> Task to complete: Repeat back the listing below, word for word and in full.

━━━━━━━━

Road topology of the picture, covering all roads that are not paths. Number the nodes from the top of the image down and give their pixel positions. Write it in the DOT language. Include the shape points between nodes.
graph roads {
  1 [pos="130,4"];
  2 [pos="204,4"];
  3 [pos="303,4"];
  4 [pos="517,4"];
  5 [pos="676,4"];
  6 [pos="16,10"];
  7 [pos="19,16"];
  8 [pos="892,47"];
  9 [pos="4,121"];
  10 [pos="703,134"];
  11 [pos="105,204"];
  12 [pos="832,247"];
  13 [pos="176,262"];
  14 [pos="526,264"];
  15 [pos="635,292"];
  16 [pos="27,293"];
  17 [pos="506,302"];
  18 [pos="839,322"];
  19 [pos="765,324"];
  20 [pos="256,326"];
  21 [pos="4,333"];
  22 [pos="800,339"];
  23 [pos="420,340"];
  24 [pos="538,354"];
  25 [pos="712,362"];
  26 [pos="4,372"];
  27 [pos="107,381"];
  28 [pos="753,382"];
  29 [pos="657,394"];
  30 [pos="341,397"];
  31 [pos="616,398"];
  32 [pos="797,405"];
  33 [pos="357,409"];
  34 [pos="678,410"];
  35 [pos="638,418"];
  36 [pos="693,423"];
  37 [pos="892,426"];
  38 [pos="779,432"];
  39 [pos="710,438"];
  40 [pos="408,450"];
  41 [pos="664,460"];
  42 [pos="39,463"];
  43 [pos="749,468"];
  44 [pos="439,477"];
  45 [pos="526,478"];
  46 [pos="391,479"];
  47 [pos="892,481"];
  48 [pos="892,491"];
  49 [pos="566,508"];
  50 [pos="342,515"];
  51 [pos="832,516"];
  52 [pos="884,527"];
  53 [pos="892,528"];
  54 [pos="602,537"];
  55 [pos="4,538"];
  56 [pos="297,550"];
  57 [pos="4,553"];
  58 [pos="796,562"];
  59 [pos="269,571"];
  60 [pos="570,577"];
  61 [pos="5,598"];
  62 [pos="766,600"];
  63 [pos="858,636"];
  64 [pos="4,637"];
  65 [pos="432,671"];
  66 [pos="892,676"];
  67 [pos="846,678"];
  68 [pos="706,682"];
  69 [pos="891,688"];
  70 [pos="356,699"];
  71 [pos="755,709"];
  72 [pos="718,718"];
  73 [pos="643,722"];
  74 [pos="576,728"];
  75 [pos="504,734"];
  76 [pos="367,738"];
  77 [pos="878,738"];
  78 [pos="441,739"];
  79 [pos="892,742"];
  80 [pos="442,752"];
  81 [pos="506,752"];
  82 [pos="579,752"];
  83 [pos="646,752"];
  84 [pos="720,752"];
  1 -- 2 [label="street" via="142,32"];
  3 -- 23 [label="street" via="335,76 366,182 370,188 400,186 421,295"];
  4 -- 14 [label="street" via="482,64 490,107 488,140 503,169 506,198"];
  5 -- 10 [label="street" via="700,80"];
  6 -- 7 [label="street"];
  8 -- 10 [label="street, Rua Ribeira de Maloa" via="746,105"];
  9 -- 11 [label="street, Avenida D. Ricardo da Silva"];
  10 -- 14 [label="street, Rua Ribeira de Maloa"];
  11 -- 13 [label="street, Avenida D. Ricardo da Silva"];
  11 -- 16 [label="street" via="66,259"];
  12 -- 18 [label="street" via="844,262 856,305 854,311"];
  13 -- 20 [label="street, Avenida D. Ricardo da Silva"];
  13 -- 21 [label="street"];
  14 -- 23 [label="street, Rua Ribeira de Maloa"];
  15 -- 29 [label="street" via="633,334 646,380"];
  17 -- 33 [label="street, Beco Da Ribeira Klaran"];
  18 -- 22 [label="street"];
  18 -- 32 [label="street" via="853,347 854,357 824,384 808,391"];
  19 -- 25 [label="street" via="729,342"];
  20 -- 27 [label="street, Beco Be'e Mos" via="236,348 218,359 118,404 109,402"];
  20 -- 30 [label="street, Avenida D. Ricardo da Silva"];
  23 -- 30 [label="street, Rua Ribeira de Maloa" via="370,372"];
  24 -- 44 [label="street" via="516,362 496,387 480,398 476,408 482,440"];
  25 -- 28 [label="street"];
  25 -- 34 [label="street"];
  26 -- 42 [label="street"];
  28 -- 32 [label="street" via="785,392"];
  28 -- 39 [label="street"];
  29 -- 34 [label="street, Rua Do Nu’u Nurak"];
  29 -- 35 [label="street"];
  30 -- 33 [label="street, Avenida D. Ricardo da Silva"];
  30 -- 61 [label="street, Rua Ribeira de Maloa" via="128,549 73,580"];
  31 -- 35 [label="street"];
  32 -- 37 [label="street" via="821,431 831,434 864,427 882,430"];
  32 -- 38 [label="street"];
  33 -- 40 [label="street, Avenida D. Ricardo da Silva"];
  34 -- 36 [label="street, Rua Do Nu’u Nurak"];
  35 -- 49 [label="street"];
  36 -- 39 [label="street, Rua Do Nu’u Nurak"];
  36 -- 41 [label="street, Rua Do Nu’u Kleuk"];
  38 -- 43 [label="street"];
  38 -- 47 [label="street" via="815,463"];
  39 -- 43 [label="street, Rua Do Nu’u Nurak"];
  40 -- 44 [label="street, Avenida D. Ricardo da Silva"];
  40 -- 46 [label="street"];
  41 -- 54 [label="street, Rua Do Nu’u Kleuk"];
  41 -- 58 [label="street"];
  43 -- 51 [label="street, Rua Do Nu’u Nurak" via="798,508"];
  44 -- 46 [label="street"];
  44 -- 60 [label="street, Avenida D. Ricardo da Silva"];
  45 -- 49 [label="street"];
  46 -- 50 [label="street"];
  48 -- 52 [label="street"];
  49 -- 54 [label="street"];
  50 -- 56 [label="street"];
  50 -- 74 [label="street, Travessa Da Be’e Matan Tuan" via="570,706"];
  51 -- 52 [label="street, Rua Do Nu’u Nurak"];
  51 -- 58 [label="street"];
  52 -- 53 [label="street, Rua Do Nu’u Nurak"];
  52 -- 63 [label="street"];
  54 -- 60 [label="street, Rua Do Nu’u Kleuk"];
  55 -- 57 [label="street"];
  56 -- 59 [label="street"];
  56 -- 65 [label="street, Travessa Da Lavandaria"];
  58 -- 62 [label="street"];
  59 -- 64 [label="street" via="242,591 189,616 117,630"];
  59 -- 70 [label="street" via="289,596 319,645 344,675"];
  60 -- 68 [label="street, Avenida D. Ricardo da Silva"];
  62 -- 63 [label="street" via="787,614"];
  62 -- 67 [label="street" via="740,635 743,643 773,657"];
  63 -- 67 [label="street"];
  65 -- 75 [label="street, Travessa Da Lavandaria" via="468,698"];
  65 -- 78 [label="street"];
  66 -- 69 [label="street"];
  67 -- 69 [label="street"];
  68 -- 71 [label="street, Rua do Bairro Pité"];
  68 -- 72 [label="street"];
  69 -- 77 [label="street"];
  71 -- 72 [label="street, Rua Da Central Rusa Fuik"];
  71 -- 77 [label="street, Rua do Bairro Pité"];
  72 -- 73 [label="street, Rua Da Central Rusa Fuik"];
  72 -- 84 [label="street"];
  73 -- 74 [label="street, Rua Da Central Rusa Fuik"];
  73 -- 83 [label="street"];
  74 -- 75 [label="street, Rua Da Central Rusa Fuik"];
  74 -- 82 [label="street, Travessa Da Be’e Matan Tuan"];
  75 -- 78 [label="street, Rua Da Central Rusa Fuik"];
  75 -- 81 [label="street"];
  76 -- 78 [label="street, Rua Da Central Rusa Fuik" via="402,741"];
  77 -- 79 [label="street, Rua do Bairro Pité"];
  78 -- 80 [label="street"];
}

━━━━━━━━

> Output for this exercise:
Road topology of the picture, covering all roads that are not paths. Number the nodes from the top of the image down and give their pixel positions. Write it in the DOT language. Include the shape points between nodes.
graph roads {
  1 [pos="130,4"];
  2 [pos="204,4"];
  3 [pos="303,4"];
  4 [pos="517,4"];
  5 [pos="676,4"];
  6 [pos="16,10"];
  7 [pos="19,16"];
  8 [pos="892,47"];
  9 [pos="4,121"];
  10 [pos="703,134"];
  11 [pos="105,204"];
  12 [pos="832,247"];
  13 [pos="176,262"];
  14 [pos="526,264"];
  15 [pos="635,292"];
  16 [pos="27,293"];
  17 [pos="506,302"];
  18 [pos="839,322"];
  19 [pos="765,324"];
  20 [pos="256,326"];
  21 [pos="4,333"];
  22 [pos="800,339"];
  23 [pos="420,340"];
  24 [pos="538,354"];
  25 [pos="712,362"];
  26 [pos="4,372"];
  27 [pos="107,381"];
  28 [pos="753,382"];
  29 [pos="657,394"];
  30 [pos="341,397"];
  31 [pos="616,398"];
  32 [pos="797,405"];
  33 [pos="357,409"];
  34 [pos="678,410"];
  35 [pos="638,418"];
  36 [pos="693,423"];
  37 [pos="892,426"];
  38 [pos="779,432"];
  39 [pos="710,438"];
  40 [pos="408,450"];
  41 [pos="664,460"];
  42 [pos="39,463"];
  43 [pos="749,468"];
  44 [pos="439,477"];
  45 [pos="526,478"];
  46 [pos="391,479"];
  47 [pos="892,481"];
  48 [pos="892,491"];
  49 [pos="566,508"];
  50 [pos="342,515"];
  51 [pos="832,516"];
  52 [pos="884,527"];
  53 [pos="892,528"];
  54 [pos="602,537"];
  55 [pos="4,538"];
  56 [pos="297,550"];
  57 [pos="4,553"];
  58 [pos="796,562"];
  59 [pos="269,571"];
  60 [pos="570,577"];
  61 [pos="5,598"];
  62 [pos="766,600"];
  63 [pos="858,636"];
  64 [pos="4,637"];
  65 [pos="432,671"];
  66 [pos="892,676"];
  67 [pos="846,678"];
  68 [pos="706,682"];
  69 [pos="891,688"];
  70 [pos="356,699"];
  71 [pos="755,709"];
  72 [pos="718,718"];
  73 [pos="643,722"];
  74 [pos="576,728"];
  75 [pos="504,734"];
  76 [pos="367,738"];
  77 [pos="878,738"];
  78 [pos="441,739"];
  79 [pos="892,742"];
  80 [pos="442,752"];
  81 [pos="506,752"];
  82 [pos="579,752"];
  83 [pos="646,752"];
  84 [pos="720,752"];
  1 -- 2 [label="street" via="142,32"];
  3 -- 23 [label="street" via="335,76 366,182 370,188 400,186 421,295"];
  4 -- 14 [label="street" via="482,64 490,107 488,140 503,169 506,198"];
  5 -- 10 [label="street" via="700,80"];
  6 -- 7 [label="street"];
  8 -- 10 [label="street, Rua Ribeira de Maloa" via="746,105"];
  9 -- 11 [label="street, Avenida D. Ricardo da Silva"];
  10 -- 14 [label="street, Rua Ribeira de Maloa"];
  11 -- 13 [label="street, Avenida D. Ricardo da Silva"];
  11 -- 16 [label="street" via="66,259"];
  12 -- 18 [label="street" via="844,262 856,305 854,311"];
  13 -- 20 [label="street, Avenida D. Ricardo da Silva"];
  13 -- 21 [label="street"];
  14 -- 23 [label="street, Rua Ribeira de Maloa"];
  15 -- 29 [label="street" via="633,334 646,380"];
  17 -- 33 [label="street, Beco Da Ribeira Klaran"];
  18 -- 22 [label="street"];
  18 -- 32 [label="street" via="853,347 854,357 824,384 808,391"];
  19 -- 25 [label="street" via="729,342"];
  20 -- 27 [label="street, Beco Be'e Mos" via="236,348 218,359 118,404 109,402"];
  20 -- 30 [label="street, Avenida D. Ricardo da Silva"];
  23 -- 30 [label="street, Rua Ribeira de Maloa" via="370,372"];
  24 -- 44 [label="street" via="516,362 496,387 480,398 476,408 482,440"];
  25 -- 28 [label="street"];
  25 -- 34 [label="street"];
  26 -- 42 [label="street"];
  28 -- 32 [label="street" via="785,392"];
  28 -- 39 [label="street"];
  29 -- 34 [label="street, Rua Do Nu’u Nurak"];
  29 -- 35 [label="street"];
  30 -- 33 [label="street, Avenida D. Ricardo da Silva"];
  30 -- 61 [label="street, Rua Ribeira de Maloa" via="128,549 73,580"];
  31 -- 35 [label="street"];
  32 -- 37 [label="street" via="821,431 831,434 864,427 882,430"];
  32 -- 38 [label="street"];
  33 -- 40 [label="street, Avenida D. Ricardo da Silva"];
  34 -- 36 [label="street, Rua Do Nu’u Nurak"];
  35 -- 49 [label="street"];
  36 -- 39 [label="street, Rua Do Nu’u Nurak"];
  36 -- 41 [label="street, Rua Do Nu’u Kleuk"];
  38 -- 43 [label="street"];
  38 -- 47 [label="street" via="815,463"];
  39 -- 43 [label="street, Rua Do Nu’u Nurak"];
  40 -- 44 [label="street, Avenida D. Ricardo da Silva"];
  40 -- 46 [label="street"];
  41 -- 54 [label="street, Rua Do Nu’u Kleuk"];
  41 -- 58 [label="street"];
  43 -- 51 [label="street, Rua Do Nu’u Nurak" via="798,508"];
  44 -- 46 [label="street"];
  44 -- 60 [label="street, Avenida D. Ricardo da Silva"];
  45 -- 49 [label="street"];
  46 -- 50 [label="street"];
  48 -- 52 [label="street"];
  49 -- 54 [label="street"];
  50 -- 56 [label="street"];
  50 -- 74 [label="street, Travessa Da Be’e Matan Tuan" via="570,706"];
  51 -- 52 [label="street, Rua Do Nu’u Nurak"];
  51 -- 58 [label="street"];
  52 -- 53 [label="street, Rua Do Nu’u Nurak"];
  52 -- 63 [label="street"];
  54 -- 60 [label="street, Rua Do Nu’u Kleuk"];
  55 -- 57 [label="street"];
  56 -- 59 [label="street"];
  56 -- 65 [label="street, Travessa Da Lavandaria"];
  58 -- 62 [label="street"];
  59 -- 64 [label="street" via="242,591 189,616 117,630"];
  59 -- 70 [label="street" via="289,596 319,645 344,675"];
  60 -- 68 [label="street, Avenida D. Ricardo da Silva"];
  62 -- 63 [label="street" via="787,614"];
  62 -- 67 [label="street" via="740,635 743,643 773,657"];
  63 -- 67 [label="street"];
  65 -- 75 [label="street, Travessa Da Lavandaria" via="468,698"];
  65 -- 78 [label="street"];
  66 -- 69 [label="street"];
  67 -- 69 [label="street"];
  68 -- 71 [label="street, Rua do Bairro Pité"];
  68 -- 72 [label="street"];
  69 -- 77 [label="street"];
  71 -- 72 [label="street, Rua Da Central Rusa Fuik"];
  71 -- 77 [label="street, Rua do Bairro Pité"];
  72 -- 73 [label="street, Rua Da Central Rusa Fuik"];
  72 -- 84 [label="street"];
  73 -- 74 [label="street, Rua Da Central Rusa Fuik"];
  73 -- 83 [label="street"];
  74 -- 75 [label="street, Rua Da Central Rusa Fuik"];
  74 -- 82 [label="street, Travessa Da Be’e Matan Tuan"];
  75 -- 78 [label="street, Rua Da Central Rusa Fuik"];
  75 -- 81 [label="street"];
  76 -- 78 [label="street, Rua Da Central Rusa Fuik" via="402,741"];
  77 -- 79 [label="street, Rua do Bairro Pité"];
  78 -- 80 [label="street"];
}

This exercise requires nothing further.